--- EXERCISE BRIEF ---
What is needed is an exact copy of every entry below.

**** MATERIALS PROVIDED ****

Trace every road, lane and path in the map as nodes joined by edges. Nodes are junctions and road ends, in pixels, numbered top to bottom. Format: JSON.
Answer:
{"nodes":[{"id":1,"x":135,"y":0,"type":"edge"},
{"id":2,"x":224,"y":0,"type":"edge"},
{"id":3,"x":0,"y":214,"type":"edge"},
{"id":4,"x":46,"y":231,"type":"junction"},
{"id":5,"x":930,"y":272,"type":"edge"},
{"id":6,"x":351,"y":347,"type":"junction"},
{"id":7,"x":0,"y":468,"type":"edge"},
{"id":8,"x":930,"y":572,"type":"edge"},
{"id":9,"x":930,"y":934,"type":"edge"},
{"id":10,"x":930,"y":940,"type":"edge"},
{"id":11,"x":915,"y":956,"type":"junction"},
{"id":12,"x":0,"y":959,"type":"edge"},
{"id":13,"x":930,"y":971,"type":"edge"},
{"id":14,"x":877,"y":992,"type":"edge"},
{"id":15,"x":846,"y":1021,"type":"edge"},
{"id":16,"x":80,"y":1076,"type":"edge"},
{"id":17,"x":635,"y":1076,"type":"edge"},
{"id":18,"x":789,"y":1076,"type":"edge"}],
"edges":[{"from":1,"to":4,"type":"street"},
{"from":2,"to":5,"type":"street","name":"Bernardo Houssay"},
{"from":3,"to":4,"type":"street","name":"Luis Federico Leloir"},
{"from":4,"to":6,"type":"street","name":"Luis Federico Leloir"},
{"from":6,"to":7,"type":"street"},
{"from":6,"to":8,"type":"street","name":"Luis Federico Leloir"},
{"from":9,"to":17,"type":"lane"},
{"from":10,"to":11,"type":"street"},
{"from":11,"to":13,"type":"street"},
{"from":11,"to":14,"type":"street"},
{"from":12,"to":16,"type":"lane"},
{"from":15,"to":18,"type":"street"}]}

****

--- OUTPUT ---
Trace every road, lane and path in the map as nodes joined by edges. Nodes are junctions and road ends, in pixels, numbered top to bottom. Format: JSON.
Answer:
{"nodes":[{"id":1,"x":135,"y":0,"type":"edge"},
{"id":2,"x":224,"y":0,"type":"edge"},
{"id":3,"x":0,"y":214,"type":"edge"},
{"id":4,"x":46,"y":231,"type":"junction"},
{"id":5,"x":930,"y":272,"type":"edge"},
{"id":6,"x":351,"y":347,"type":"junction"},
{"id":7,"x":0,"y":468,"type":"edge"},
{"id":8,"x":930,"y":572,"type":"edge"},
{"id":9,"x":930,"y":934,"type":"edge"},
{"id":10,"x":930,"y":940,"type":"edge"},
{"id":11,"x":915,"y":956,"type":"junction"},
{"id":12,"x":0,"y":959,"type":"edge"},
{"id":13,"x":930,"y":971,"type":"edge"},
{"id":14,"x":877,"y":992,"type":"edge"},
{"id":15,"x":846,"y":1021,"type":"edge"},
{"id":16,"x":80,"y":1076,"type":"edge"},
{"id":17,"x":635,"y":1076,"type":"edge"},
{"id":18,"x":789,"y":1076,"type":"edge"}],
"edges":[{"from":1,"to":4,"type":"street"},
{"from":2,"to":5,"type":"street","name":"Bernardo Houssay"},
{"from":3,"to":4,"type":"street","name":"Luis Federico Leloir"},
{"from":4,"to":6,"type":"street","name":"Luis Federico Leloir"},
{"from":6,"to":7,"type":"street"},
{"from":6,"to":8,"type":"street","name":"Luis Federico Leloir"},
{"from":9,"to":17,"type":"lane"},
{"from":10,"to":11,"type":"street"},
{"from":11,"to":13,"type":"street"},
{"from":11,"to":14,"type":"street"},
{"from":12,"to":16,"type":"lane"},
{"from":15,"to":18,"type":"street"}]}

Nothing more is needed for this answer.